Políticos durante campanha eleitoral procuravam Gonguila. Candidatos a vereador, prefeito, deputado, até presidente, disputavam seu apoio. Na campanha de presidente houve um comício na Ponta Grossa pró Getúlio Vargas perto do cine Lux. Todos em cima de um caminhão, o som, um enorme microfone com raio de ação máxima de uma rua. Vários oradores, brilhantes políticos alagoanos compareceram para discursar. Alguns candidatos a deputado aproveitavam em busca dos votos daquele populoso bairro. Certa hora anunciaram o líder comunitário da Ponta Grossa, Rás Gonguila, entregaram o microfone ao Negão. Ele não se fez de rogado, arrochou a voz:
- Amigos da Ponta Grossa, O Doutor Getúlio é um homem que trabalhou para o povo, para os trabalhadores do Brasil. Getúlio é o maior brasileiro vivo, merece nosso voto...

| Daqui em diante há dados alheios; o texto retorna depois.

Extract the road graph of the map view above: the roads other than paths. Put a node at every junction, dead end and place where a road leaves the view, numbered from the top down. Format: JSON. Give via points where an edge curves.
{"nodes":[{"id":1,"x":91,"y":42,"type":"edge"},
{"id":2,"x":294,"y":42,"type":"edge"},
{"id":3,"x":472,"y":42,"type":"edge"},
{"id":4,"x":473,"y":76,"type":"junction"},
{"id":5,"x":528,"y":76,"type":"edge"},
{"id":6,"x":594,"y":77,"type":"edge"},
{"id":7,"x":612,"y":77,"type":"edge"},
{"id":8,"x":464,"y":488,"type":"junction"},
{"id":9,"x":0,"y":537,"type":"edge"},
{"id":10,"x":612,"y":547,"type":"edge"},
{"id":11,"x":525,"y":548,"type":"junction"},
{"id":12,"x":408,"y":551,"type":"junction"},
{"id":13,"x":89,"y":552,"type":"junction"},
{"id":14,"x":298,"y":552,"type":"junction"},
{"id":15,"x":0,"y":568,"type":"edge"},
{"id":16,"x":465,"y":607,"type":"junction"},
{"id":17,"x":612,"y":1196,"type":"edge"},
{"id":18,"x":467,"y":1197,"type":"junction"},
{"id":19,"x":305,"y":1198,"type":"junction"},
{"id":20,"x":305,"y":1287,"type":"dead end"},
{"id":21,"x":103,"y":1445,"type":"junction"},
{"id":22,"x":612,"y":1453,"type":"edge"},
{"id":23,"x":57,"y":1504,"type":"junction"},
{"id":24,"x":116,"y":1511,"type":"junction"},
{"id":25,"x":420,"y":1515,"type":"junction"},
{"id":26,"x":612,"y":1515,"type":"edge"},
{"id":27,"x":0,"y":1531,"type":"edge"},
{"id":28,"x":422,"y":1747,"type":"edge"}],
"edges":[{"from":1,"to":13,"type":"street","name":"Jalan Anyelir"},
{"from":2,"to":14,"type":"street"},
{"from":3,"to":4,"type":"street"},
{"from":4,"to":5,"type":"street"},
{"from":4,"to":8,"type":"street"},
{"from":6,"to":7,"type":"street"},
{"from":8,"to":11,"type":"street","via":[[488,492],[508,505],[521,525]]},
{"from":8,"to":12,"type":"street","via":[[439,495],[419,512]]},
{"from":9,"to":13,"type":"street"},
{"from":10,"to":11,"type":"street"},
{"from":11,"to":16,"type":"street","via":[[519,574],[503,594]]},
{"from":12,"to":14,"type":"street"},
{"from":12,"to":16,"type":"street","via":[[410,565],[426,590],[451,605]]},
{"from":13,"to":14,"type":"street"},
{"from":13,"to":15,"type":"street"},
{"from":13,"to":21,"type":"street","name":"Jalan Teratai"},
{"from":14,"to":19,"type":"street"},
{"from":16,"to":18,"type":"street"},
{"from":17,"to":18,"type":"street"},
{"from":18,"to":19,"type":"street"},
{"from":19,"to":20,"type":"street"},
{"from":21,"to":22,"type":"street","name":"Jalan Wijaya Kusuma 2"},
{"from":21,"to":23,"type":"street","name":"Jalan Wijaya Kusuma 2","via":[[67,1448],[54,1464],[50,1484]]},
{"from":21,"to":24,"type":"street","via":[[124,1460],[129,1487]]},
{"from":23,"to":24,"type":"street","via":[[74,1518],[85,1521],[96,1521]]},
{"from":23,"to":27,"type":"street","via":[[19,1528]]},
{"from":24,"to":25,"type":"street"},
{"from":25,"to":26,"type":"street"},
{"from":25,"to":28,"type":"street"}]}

Um bêbado, colega de copo de Gonguila, assistia ao comício embaixo da carroceria. Impressionado com tantos elogios ao Dr. Getúlio, gritou debochado, gozando o amigo:
- Dá a ele, Gonguila!!!!!!
Gonguila parou sua fala, olhou para baixo, identificou o bêbado, apontou o dedo para o amigo, gritou ao microfone:
- Como o seu, e o dele!!!!
Gargalhada geral. Getúlio ganhou a eleição, aliás, todo candidato apoiado pelo Nêgão ganhava na Ponta Grossa.
Apesar de analfabeto, preto, pobre, impunha respeito, um líder nato, um Rei, um Rás, cheio de amor à cidade. Os nomes dos figurões daquela época estão nas placas de ruas, colégios, praças. O nome de Gonguila ficou na lembrança oral e nos corações dos amantes dessa terra.